Abstract
Purpose :
To compare the ability of discriminant functions and decision trees for building metrics to detect subclinical keratoconus.
Methods :
Group 1 consisted of 20 clinically normal eyes of 20 patients with newly diagnosed keratoconus in the fellow eye; for group 2 (control), 94 normal eyes were included. Anterior and posterior corneal surface Zernike coefficients (1st to 7th order, 6 mm analysis pupil) and pachymetry metrics were obtained by corneal Scheimpflug tomography (Pentacam HR). Single value metrics from input data were constructed with linear discriminant function analysis (SPSS 20) and decision trees (R statistical software package). Receiver operating characteristic curve (ROC) analysis was calculated for the output values of discriminant function analysis.
Results :
Accuracy for decision tree-based metrics ranged from 82.6% (anterior surface Zernike coefficients) to 90.4% (pachymetry), while metrics obtained with discriminant analysis reached an accuracy between 93.6% (anterior and posterior Zernike coefficients) to 98.9% (pachymetry and posterior surface Zernike coefficients).
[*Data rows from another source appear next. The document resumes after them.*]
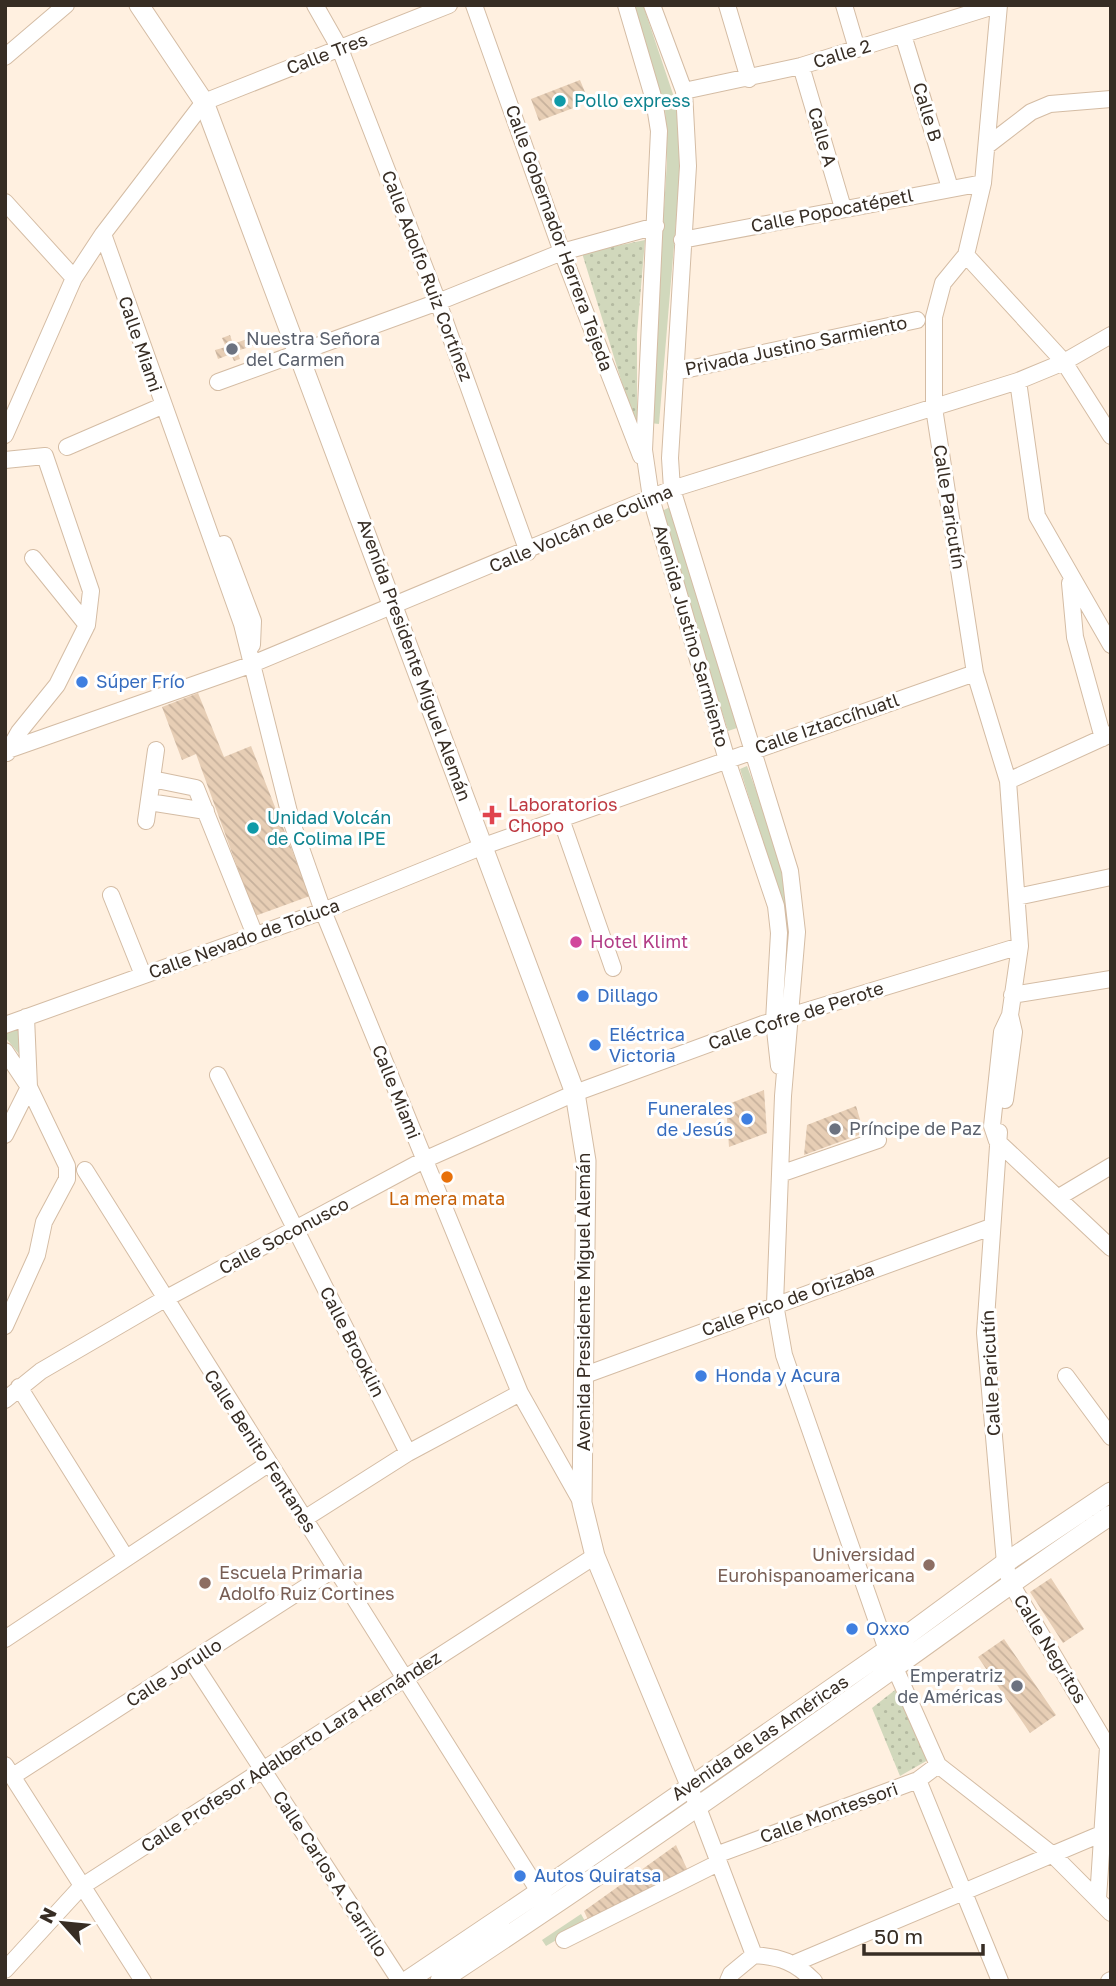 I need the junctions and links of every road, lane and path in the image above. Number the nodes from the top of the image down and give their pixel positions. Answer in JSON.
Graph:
{"nodes":[{"id":1,"x":66,"y":5,"type":"edge"},
{"id":2,"x":139,"y":5,"type":"edge"},
{"id":3,"x":315,"y":5,"type":"edge"},
{"id":4,"x":449,"y":5,"type":"edge"},
{"id":5,"x":474,"y":5,"type":"edge"},
{"id":6,"x":626,"y":5,"type":"edge"},
{"id":7,"x":652,"y":5,"type":"edge"},
{"id":8,"x":727,"y":5,"type":"edge"},
{"id":9,"x":844,"y":5,"type":"edge"},
{"id":10,"x":998,"y":5,"type":"edge"},
{"id":11,"x":960,"y":11,"type":"edge"},
{"id":12,"x":903,"y":35,"type":"junction"},
{"id":13,"x":340,"y":49,"type":"junction"},
{"id":14,"x":858,"y":49,"type":"junction"},
{"id":15,"x":5,"y":57,"type":"edge"},
{"id":16,"x":801,"y":66,"type":"junction"},
{"id":17,"x":749,"y":79,"type":"junction"},
{"id":18,"x":684,"y":91,"type":"junction"},
{"id":19,"x":1111,"y":99,"type":"edge"},
{"id":20,"x":204,"y":102,"type":"junction"},
{"id":21,"x":988,"y":145,"type":"junction"},
{"id":22,"x":982,"y":183,"type":"junction"},
{"id":23,"x":950,"y":188,"type":"junction"},
{"id":24,"x":5,"y":202,"type":"edge"},
{"id":25,"x":843,"y":208,"type":"junction"},
{"id":26,"x":656,"y":226,"type":"junction"},
{"id":27,"x":103,"y":234,"type":"junction"},
{"id":28,"x":682,"y":240,"type":"junction"},
{"id":29,"x":562,"y":252,"type":"junction"},
{"id":30,"x":966,"y":255,"type":"junction"},
{"id":31,"x":74,"y":278,"type":"junction"},
{"id":32,"x":438,"y":302,"type":"junction"},
{"id":33,"x":917,"y":320,"type":"dead end"},
{"id":34,"x":1111,"y":335,"type":"edge"},
{"id":35,"x":300,"y":351,"type":"junction"},
{"id":36,"x":1064,"y":362,"type":"junction"},
{"id":37,"x":675,"y":372,"type":"junction"},
{"id":38,"x":1018,"y":381,"type":"junction"},
{"id":39,"x":218,"y":382,"type":"dead end"},
{"id":40,"x":162,"y":406,"type":"junction"},
{"id":41,"x":934,"y":408,"type":"junction"},
{"id":42,"x":5,"y":435,"type":"edge"},
{"id":43,"x":1111,"y":436,"type":"edge"},
{"id":44,"x":67,"y":447,"type":"dead end"},
{"id":45,"x":5,"y":460,"type":"edge"},
{"id":46,"x":646,"y":471,"type":"junction"},
{"id":47,"x":673,"y":489,"type":"junction"},
{"id":48,"x":651,"y":498,"type":"junction"},
{"id":49,"x":528,"y":552,"type":"junction"},
{"id":50,"x":33,"y":558,"type":"dead end"},
{"id":51,"x":1069,"y":577,"type":"junction"},
{"id":52,"x":396,"y":607,"type":"junction"},
{"id":53,"x":87,"y":625,"type":"junction"},
{"id":54,"x":1111,"y":645,"type":"edge"},
{"id":55,"x":250,"y":665,"type":"junction"},
{"id":56,"x":975,"y":673,"type":"junction"},
{"id":57,"x":39,"y":706,"type":"junction"},
{"id":58,"x":54,"y":735,"type":"junction"},
{"id":59,"x":1107,"y":736,"type":"edge"},
{"id":60,"x":156,"y":750,"type":"dead end"},
{"id":61,"x":751,"y":750,"type":"junction"},
{"id":62,"x":7,"y":753,"type":"edge"},
{"id":63,"x":727,"y":760,"type":"junction"},
{"id":64,"x":152,"y":779,"type":"junction"},
{"id":65,"x":1008,"y":781,"type":"junction"},
{"id":66,"x":149,"y":802,"type":"junction"},
{"id":67,"x":206,"y":811,"type":"junction"},
{"id":68,"x":561,"y":819,"type":"junction"},
{"id":69,"x":146,"y":821,"type":"dead end"},
{"id":70,"x":481,"y":847,"type":"junction"},
{"id":71,"x":1111,"y":877,"type":"edge"},
{"id":72,"x":111,"y":895,"type":"dead end"},
{"id":73,"x":1017,"y":897,"type":"junction"},
{"id":74,"x":323,"y":911,"type":"junction"},
{"id":75,"x":255,"y":935,"type":"junction"},
{"id":76,"x":1020,"y":946,"type":"junction"},
{"id":77,"x":613,"y":968,"type":"dead end"},
{"id":78,"x":143,"y":975,"type":"junction"},
{"id":79,"x":1111,"y":979,"type":"edge"},
{"id":80,"x":1012,"y":995,"type":"junction"},
{"id":81,"x":790,"y":1015,"type":"junction"},
{"id":82,"x":26,"y":1017,"type":"junction"},
{"id":83,"x":774,"y":1021,"type":"junction"},
{"id":84,"x":5,"y":1025,"type":"edge"},
{"id":85,"x":5,"y":1051,"type":"edge"},
{"id":86,"x":218,"y":1075,"type":"dead end"},
{"id":87,"x":29,"y":1087,"type":"junction"},
{"id":88,"x":575,"y":1093,"type":"junction"},
{"id":89,"x":783,"y":1096,"type":"junction"},
{"id":90,"x":5,"y":1135,"type":"edge"},
{"id":91,"x":878,"y":1140,"type":"dead end"},
{"id":92,"x":996,"y":1141,"type":"junction"},
{"id":93,"x":424,"y":1160,"type":"junction"},
{"id":94,"x":1111,"y":1166,"type":"edge"},
{"id":95,"x":85,"y":1170,"type":"dead end"},
{"id":96,"x":780,"y":1174,"type":"junction"},
{"id":97,"x":1059,"y":1197,"type":"junction"},
{"id":98,"x":991,"y":1227,"type":"junction"},
{"id":99,"x":295,"y":1231,"type":"junction"},
{"id":100,"x":1111,"y":1248,"type":"edge"},
{"id":101,"x":163,"y":1300,"type":"junction"},
{"id":102,"x":775,"y":1304,"type":"junction"},
{"id":103,"x":5,"y":1326,"type":"edge"},
{"id":104,"x":584,"y":1375,"type":"junction"},
{"id":105,"x":1066,"y":1376,"type":"dead end"},
{"id":106,"x":19,"y":1387,"type":"junction"},
{"id":107,"x":520,"y":1393,"type":"junction"},
{"id":108,"x":5,"y":1400,"type":"edge"},
{"id":109,"x":1111,"y":1437,"type":"edge"},
{"id":110,"x":408,"y":1453,"type":"junction"},
{"id":111,"x":268,"y":1464,"type":"junction"},
{"id":112,"x":1111,"y":1492,"type":"edge"},
{"id":113,"x":582,"y":1503,"type":"junction"},
{"id":114,"x":1111,"y":1515,"type":"edge"},
{"id":115,"x":304,"y":1519,"type":"junction"},
{"id":116,"x":594,"y":1556,"type":"junction"},
{"id":117,"x":126,"y":1558,"type":"junction"},
{"id":118,"x":334,"y":1569,"type":"junction"},
{"id":119,"x":1007,"y":1572,"type":"junction"},
{"id":120,"x":5,"y":1639,"type":"edge"},
{"id":121,"x":891,"y":1659,"type":"junction"},
{"id":122,"x":192,"y":1661,"type":"junction"},
{"id":123,"x":406,"y":1678,"type":"junction"},
{"id":124,"x":1109,"y":1763,"type":"edge"},
{"id":125,"x":938,"y":1765,"type":"junction"},
{"id":126,"x":262,"y":1769,"type":"junction"},
{"id":127,"x":9,"y":1770,"type":"edge"},
{"id":128,"x":918,"y":1780,"type":"junction"},
{"id":129,"x":690,"y":1785,"type":"junction"},
{"id":130,"x":696,"y":1806,"type":"junction"},
{"id":131,"x":1101,"y":1834,"type":"junction"},
{"id":132,"x":1053,"y":1855,"type":"junction"},
{"id":133,"x":717,"y":1859,"type":"junction"},
{"id":134,"x":81,"y":1887,"type":"junction"},
{"id":135,"x":964,"y":1892,"type":"junction"},
{"id":136,"x":1098,"y":1899,"type":"junction"},
{"id":137,"x":545,"y":1900,"type":"junction"},
{"id":138,"x":1111,"y":1913,"type":"edge"},
{"id":139,"x":564,"y":1940,"type":"dead end"},
{"id":140,"x":754,"y":1955,"type":"junction"},
{"id":141,"x":795,"y":1963,"type":"junction"},
{"id":142,"x":5,"y":1970,"type":"edge"},
{"id":143,"x":143,"y":1981,"type":"edge"},
{"id":144,"x":400,"y":1981,"type":"edge"},
{"id":145,"x":407,"y":1981,"type":"edge"},
{"id":146,"x":440,"y":1981,"type":"edge"},
{"id":147,"x":729,"y":1981,"type":"edge"},
{"id":148,"x":814,"y":1981,"type":"edge"},
{"id":149,"x":1000,"y":1981,"type":"edge"}],
"edges":[{"from":1,"to":15,"type":"street"},
{"from":2,"to":20,"type":"main road","name":"Avenida Presidente Miguel Alemán"},
{"from":3,"to":13,"type":"street","name":"Calle Adolfo Ruiz Cortínez"},
{"from":4,"to":13,"type":"street","name":"Calle Tres"},
{"from":5,"to":29,"type":"street","name":"Calle Gobernador Herrera Tejeda"},
{"from":6,"to":26,"type":"street","name":"Avenida Justino Sarmiento"},
{"from":7,"to":18,"type":"street","name":"Avenida Justino Sarmiento"},
{"from":8,"to":17,"type":"street"},
{"from":9,"to":14,"type":"street"},
{"from":10,"to":11,"type":"street","name":"Calle 2"},
{"from":10,"to":21,"type":"street","name":"Calle Paricutín"},
{"from":11,"to":12,"type":"street","name":"Calle 2"},
{"from":12,"to":14,"type":"street","name":"Calle 2"},
{"from":12,"to":23,"type":"street","name":"Calle B"},
{"from":13,"to":20,"type":"street","name":"Calle Tres"},
{"from":13,"to":32,"type":"street","name":"Calle Adolfo Ruiz Cortínez"},
{"from":14,"to":16,"type":"street","name":"Calle 2"},
{"from":16,"to":17,"type":"street","name":"Calle 2"},
{"from":16,"to":25,"type":"street","name":"Calle A"},
{"from":17,"to":18,"type":"street","name":"Calle 2"},
{"from":18,"to":28,"type":"street","name":"Avenida Justino Sarmiento"},
{"from":19,"to":21,"type":"street"},
{"from":20,"to":27,"type":"street"},
{"from":20,"to":35,"type":"main road","name":"Avenida Presidente Miguel Alemán"},
{"from":21,"to":22,"type":"street","name":"Calle Paricutín"},
{"from":22,"to":23,"type":"street","name":"Calle Popocatépetl"},
{"from":22,"to":30,"type":"street","name":"Calle Paricutín"},
{"from":23,"to":25,"type":"street","name":"Calle Popocatépetl"},
{"from":24,"to":31,"type":"street"},
{"from":25,"to":28,"type":"street","name":"Calle Popocatépetl"},
{"from":26,"to":29,"type":"street"},
{"from":26,"to":46,"type":"street","name":"Avenida Justino Sarmiento"},
{"from":27,"to":31,"type":"street"},
{"from":27,"to":40,"type":"street","name":"Calle Miami"},
{"from":28,"to":37,"type":"street","name":"Avenida Justino Sarmiento"},
{"from":29,"to":32,"type":"street"},
{"from":29,"to":46,"type":"street","name":"Calle Gobernador Herrera Tejeda"},
{"from":30,"to":36,"type":"street"},
{"from":30,"to":41,"type":"street","name":"Calle Paricutín"},
{"from":31,"to":42,"type":"street"},
{"from":32,"to":35,"type":"street"},
{"from":32,"to":49,"type":"street","name":"Calle Adolfo Ruiz Cortínez"},
{"from":33,"to":37,"type":"street","name":"Privada Justino Sarmiento"},
{"from":34,"to":36,"type":"street","name":"Calle Volcán de Colima"},
{"from":35,"to":39,"type":"street"},
{"from":35,"to":52,"type":"main road","name":"Avenida Presidente Miguel Alemán"},
{"from":36,"to":38,"type":"street","name":"Calle Volcán de Colima"},
{"from":36,"to":43,"type":"street"},
{"from":37,"to":47,"type":"street","name":"Avenida Justino Sarmiento"},
{"from":38,"to":41,"type":"street","name":"Calle Volcán de Colima"},
{"from":38,"to":51,"type":"street"},
{"from":40,"to":44,"type":"street"},
{"from":40,"to":55,"type":"street","name":"Calle Miami"},
{"from":41,"to":47,"type":"street","name":"Calle Volcán de Colima"},
{"from":41,"to":56,"type":"street","name":"Calle Paricutín"},
{"from":45,"to":53,"type":"street"},
{"from":46,"to":48,"type":"street","name":"Avenida Justino Sarmiento"},
{"from":47,"to":48,"type":"street","name":"Calle Volcán de Colima"},
{"from":47,"to":61,"type":"street","name":"Avenida Justino Sarmiento"},
{"from":48,"to":49,"type":"street","name":"Calle Volcán de Colima"},
{"from":48,"to":63,"type":"street","name":"Avenida Justino Sarmiento"},
{"from":49,"to":52,"type":"street","name":"Calle Volcán de Colima"},
{"from":50,"to":53,"type":"street"},
{"from":51,"to":54,"type":"street"},
{"from":51,"to":59,"type":"street"},
{"from":52,"to":55,"type":"street","name":"Calle Volcán de Colima"},
{"from":52,"to":70,"type":"main road","name":"Avenida Presidente Miguel Alemán"},
{"from":53,"to":57,"type":"street"},
{"from":55,"to":58,"type":"street","name":"Calle Volcán de Colima"},
{"from":55,"to":74,"type":"street","name":"Calle Miami"},
{"from":56,"to":61,"type":"street","name":"Calle Iztaccíhuatl"},
{"from":56,"to":65,"type":"street","name":"Calle Paricutín"},
{"from":57,"to":58,"type":"street"},
{"from":57,"to":62,"type":"street"},
{"from":58,"to":62,"type":"street","name":"Calle Volcán de Colima"},
{"from":59,"to":65,"type":"street"},
{"from":60,"to":64,"type":"street"},
{"from":61,"to":63,"type":"street","name":"Calle Iztaccíhuatl"},
{"from":61,"to":81,"type":"street","name":"Avenida Justino Sarmiento"},
{"from":63,"to":68,"type":"street","name":"Calle Iztaccíhuatl"},
{"from":63,"to":83,"type":"street","name":"Avenida Justino Sarmiento"},
{"from":64,"to":66,"type":"street"},
{"from":64,"to":67,"type":"street"},
{"from":65,"to":73,"type":"street","name":"Calle Paricutín"},
{"from":66,"to":67,"type":"street"},
{"from":66,"to":69,"type":"street"},
{"from":67,"to":75,"type":"street"},
{"from":68,"to":70,"type":"street","name":"Calle Iztaccíhuatl"},
{"from":68,"to":77,"type":"street"},
{"from":70,"to":74,"type":"street","name":"Calle Nevado de Toluca"},
{"from":70,"to":88,"type":"main road","name":"Avenida Presidente Miguel Alemán"},
{"from":71,"to":73,"type":"street"},
{"from":72,"to":78,"type":"street"},
{"from":73,"to":76,"type":"street","name":"Calle Paricutín"},
{"from":74,"to":75,"type":"street","name":"Calle Nevado de Toluca"},
{"from":74,"to":93,"type":"street","name":"Calle Miami"},
{"from":75,"to":78,"type":"street","name":"Calle Nevado de Toluca"},
{"from":76,"to":80,"type":"street","name":"Calle Paricutín"},
{"from":76,"to":81,"type":"street","name":"Calle Cofre de Perote"},
{"from":78,"to":82,"type":"street","name":"Calle Nevado de Toluca"},
{"from":79,"to":80,"type":"street"},
{"from":80,"to":92,"type":"street","name":"Calle Paricutín"},
{"from":81,"to":83,"type":"street","name":"Calle Cofre de Perote"},
{"from":81,"to":89,"type":"street","name":"Avenida Justino Sarmiento"},
{"from":82,"to":84,"type":"street","name":"Calle Nevado de Toluca"},
{"from":82,"to":87,"type":"street"},
{"from":83,"to":88,"type":"street","name":"Calle Cofre de Perote"},
{"from":83,"to":89,"type":"street","name":"Avenida Justino Sarmiento"},
{"from":85,"to":87,"type":"street"},
{"from":86,"to":99,"type":"street","name":"Calle Brooklin"},
{"from":87,"to":90,"type":"street"},
{"from":87,"to":103,"type":"street"},
{"from":88,"to":93,"type":"street","name":"Calle Soconusco"},
{"from":88,"to":104,"type":"main road","name":"Avenida Presidente Miguel Alemán"},
{"from":89,"to":96,"type":"street","name":"Avenida Justino Sarmiento"},
{"from":91,"to":96,"type":"street"},
{"from":92,"to":97,"type":"street"},
{"from":92,"to":98,"type":"street","name":"Calle Paricutín"},
{"from":93,"to":99,"type":"street","name":"Calle Soconusco"},
{"from":93,"to":107,"type":"street","name":"Calle Miami"},
{"from":94,"to":97,"type":"street"},
{"from":95,"to":101,"type":"street","name":"Calle Benito Fentanes"},
{"from":96,"to":102,"type":"street","name":"Avenida Justino Sarmiento"},
{"from":97,"to":100,"type":"street"},
{"from":98,"to":102,"type":"street","name":"Calle Pico de Orizaba"},
{"from":98,"to":119,"type":"street","name":"Calle Paricutín"},
{"from":99,"to":101,"type":"street","name":"Calle Soconusco"},
{"from":99,"to":110,"type":"street","name":"Calle Brooklin"},
{"from":101,"to":106,"type":"street","name":"Calle Soconusco"},
{"from":101,"to":111,"type":"street","name":"Calle Benito Fentanes"},
{"from":102,"to":104,"type":"street","name":"Calle Pico de Orizaba"},
{"from":102,"to":121,"type":"street","name":"Avenida Justino Sarmiento"},
{"from":104,"to":113,"type":"main road","name":"Avenida Presidente Miguel Alemán"},
{"from":105,"to":109,"type":"street"},
{"from":106,"to":108,"type":"street","name":"Calle Soconusco"},
{"from":106,"to":117,"type":"street"},
{"from":107,"to":110,"type":"street"},
{"from":107,"to":113,"type":"street","name":"Calle Miami"},
{"from":110,"to":115,"type":"street"},
{"from":111,"to":115,"type":"street","name":"Calle Benito Fentanes"},
{"from":111,"to":117,"type":"street"},
{"from":112,"to":119,"type":"main road","name":"Avenida de las Américas"},
{"from":113,"to":116,"type":"main road","name":"Avenida Presidente Miguel Alemán"},
{"from":114,"to":119,"type":"main road","name":"Avenida de las Américas"},
{"from":115,"to":118,"type":"street","name":"Calle Benito Fentanes"},
{"from":116,"to":123,"type":"street","name":"Calle Profesor Adalberto Lara Hernández"},
{"from":116,"to":129,"type":"main road","name":"Avenida Presidente Miguel Alemán"},
{"from":117,"to":120,"type":"street"},
{"from":118,"to":122,"type":"street","name":"Calle Jorullo"},
{"from":118,"to":123,"type":"street","name":"Calle Benito Fentanes"},
{"from":119,"to":121,"type":"main road","name":"Avenida de las Américas"},
{"from":119,"to":124,"type":"street","name":"Calle Negritos"},
{"from":121,"to":125,"type":"street","name":"Avenida Justino Sarmiento"},
{"from":121,"to":129,"type":"main road","name":"Avenida de las Américas"},
{"from":121,"to":130,"type":"main road","name":"Avenida de las Américas"},
{"from":122,"to":126,"type":"street","name":"Calle Carlos A. Carrillo"},
{"from":122,"to":127,"type":"street","name":"Calle Jorullo"},
{"from":123,"to":126,"type":"street","name":"Calle Profesor Adalberto Lara Hernández"},
{"from":123,"to":137,"type":"street","name":"Calle Benito Fentanes"},
{"from":124,"to":131,"type":"street","name":"Calle Negritos"},
{"from":125,"to":128,"type":"street","name":"Calle Montessori"},
{"from":125,"to":132,"type":"street"},
{"from":126,"to":134,"type":"street","name":"Calle Profesor Adalberto Lara Hernández"},
{"from":126,"to":144,"type":"street","name":"Calle Carlos A. Carrillo"},
{"from":127,"to":134,"type":"street"},
{"from":128,"to":133,"type":"street","name":"Calle Montessori"},
{"from":128,"to":135,"type":"street"},
{"from":129,"to":130,"type":"street"},
{"from":129,"to":137,"type":"main road","name":"Avenida de las Américas"},
{"from":130,"to":133,"type":"street"},
{"from":130,"to":137,"type":"main road","name":"Avenida de las Américas"},
{"from":131,"to":132,"type":"street"},
{"from":131,"to":136,"type":"street","name":"Calle Negritos"},
{"from":132,"to":135,"type":"street"},
{"from":132,"to":136,"type":"street"},
{"from":133,"to":139,"type":"street","name":"Calle Montessori"},
{"from":133,"to":140,"type":"street"},
{"from":134,"to":142,"type":"street","name":"Calle Profesor Adalberto Lara Hernández"},
{"from":134,"to":143,"type":"street"},
{"from":135,"to":141,"type":"street"},
{"from":135,"to":149,"type":"street"},
{"from":136,"to":138,"type":"street"},
{"from":137,"to":145,"type":"main road","name":"Avenida de las Américas"},
{"from":137,"to":146,"type":"main road","name":"Avenida de las Américas"},
{"from":140,"to":141,"type":"street"},
{"from":140,"to":147,"type":"street"},
{"from":141,"to":148,"type":"street"}]}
Specificity of decision trees was higher than the specificity of discriminant functions. Anterior Zernike coefficients achieved the highest specificity of 100 %. Sensitivity of decision trees was lower (0% to 75%) compared to sensitivity of discriminant function analysis (95% to 100%). Relevant Zernike coefficients were similar for both statistical methods (C3-1 anterior and posterior).
Conclusions :
Both decision trees and discriminant function analysis could distinguish between normal eyes and eyes with subclinical keratoconus. Although reaching high sensitivity, decision trees did not provide a clinically acceptable sensitivity.
This is an abstract that was submitted for the 2018 ARVO Annual Meeting, held in Honolulu, Hawaii, April 29 - May 3, 2018.